All entries are to be repeated exactly as shown below.
═══
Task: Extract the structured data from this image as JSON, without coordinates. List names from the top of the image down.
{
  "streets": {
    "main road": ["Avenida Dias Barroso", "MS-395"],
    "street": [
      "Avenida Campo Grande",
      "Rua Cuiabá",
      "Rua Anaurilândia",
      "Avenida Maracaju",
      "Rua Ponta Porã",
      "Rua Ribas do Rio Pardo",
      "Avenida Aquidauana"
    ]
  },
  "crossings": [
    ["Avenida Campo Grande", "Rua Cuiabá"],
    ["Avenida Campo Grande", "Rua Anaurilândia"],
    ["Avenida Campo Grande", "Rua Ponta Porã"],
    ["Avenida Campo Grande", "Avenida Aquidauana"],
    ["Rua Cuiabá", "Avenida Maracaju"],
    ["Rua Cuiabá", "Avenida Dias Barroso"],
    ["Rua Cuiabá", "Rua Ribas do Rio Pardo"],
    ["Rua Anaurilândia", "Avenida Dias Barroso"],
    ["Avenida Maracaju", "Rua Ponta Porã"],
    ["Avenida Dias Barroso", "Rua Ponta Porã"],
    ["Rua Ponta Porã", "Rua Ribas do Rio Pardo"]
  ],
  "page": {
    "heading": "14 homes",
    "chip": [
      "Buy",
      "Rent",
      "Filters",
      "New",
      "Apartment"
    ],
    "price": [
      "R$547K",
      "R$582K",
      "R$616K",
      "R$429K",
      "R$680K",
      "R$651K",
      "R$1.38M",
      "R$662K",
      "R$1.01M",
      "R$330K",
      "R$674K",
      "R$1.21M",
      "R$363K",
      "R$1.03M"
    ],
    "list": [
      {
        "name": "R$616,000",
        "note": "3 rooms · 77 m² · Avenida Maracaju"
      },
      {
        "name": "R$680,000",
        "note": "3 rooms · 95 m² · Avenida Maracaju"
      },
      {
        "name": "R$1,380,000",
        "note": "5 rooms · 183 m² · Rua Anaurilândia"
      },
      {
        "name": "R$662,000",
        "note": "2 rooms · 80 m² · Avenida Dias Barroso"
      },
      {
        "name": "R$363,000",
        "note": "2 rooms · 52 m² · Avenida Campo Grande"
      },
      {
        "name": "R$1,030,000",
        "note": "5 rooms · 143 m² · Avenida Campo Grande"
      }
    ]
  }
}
═══
• _Solved exercise_:
Task: Extract the structured data from this image as JSON, without coordinates. List names from the top of the image down.
{
  "streets": {
    "main road": ["Avenida Dias Barroso", "MS-395"],
    "street": [
      "Avenida Campo Grande",
      "Rua Cuiabá",
      "Rua Anaurilândia",
      "Avenida Maracaju",
      "Rua Ponta Porã",
      "Rua Ribas do Rio Pardo",
      "Avenida Aquidauana"
    ]
  },
  "crossings": [
    ["Avenida Campo Grande", "Rua Cuiabá"],
    ["Avenida Campo Grande", "Rua Anaurilândia"],
    ["Avenida Campo Grande", "Rua Ponta Porã"],
    ["Avenida Campo Grande", "Avenida Aquidauana"],
    ["Rua Cuiabá", "Avenida Maracaju"],
    ["Rua Cuiabá", "Avenida Dias Barroso"],
    ["Rua Cuiabá", "Rua Ribas do Rio Pardo"],
    ["Rua Anaurilândia", "Avenida Dias Barroso"],
    ["Avenida Maracaju", "Rua Ponta Porã"],
    ["Avenida Dias Barroso", "Rua Ponta Porã"],
    ["Rua Ponta Porã", "Rua Ribas do Rio Pardo"]
  ],
  "page": {
    "heading": "14 homes",
    "chip": [
      "Buy",
      "Rent",
      "Filters",
      "New",
      "Apartment"
    ],
    "price": [
      "R$547K",
      "R$582K",
      "R$616K",
      "R$429K",
      "R$680K",
      "R$651K",
      "R$1.38M",
      "R$662K",
      "R$1.01M",
      "R$330K",
      "R$674K",
      "R$1.21M",
      "R$363K",
      "R$1.03M"
    ],
    "list": [
      {
        "name": "R$616,000",
        "note": "3 rooms · 77 m² · Avenida Maracaju"
      },
      {
        "name": "R$680,000",
        "note": "3 rooms · 95 m² · Avenida Maracaju"
      },
      {
        "name": "R$1,380,000",
        "note": "5 rooms · 183 m² · Rua Anaurilândia"
      },
      {
        "name": "R$662,000",
        "note": "2 rooms · 80 m² · Avenida Dias Barroso"
      },
      {
        "name": "R$363,000",
        "note": "2 rooms · 52 m² · Avenida Campo Grande"
      },
      {
        "name": "R$1,030,000",
        "note": "5 rooms · 143 m² · Avenida Campo Grande"
      }
    ]
  }
}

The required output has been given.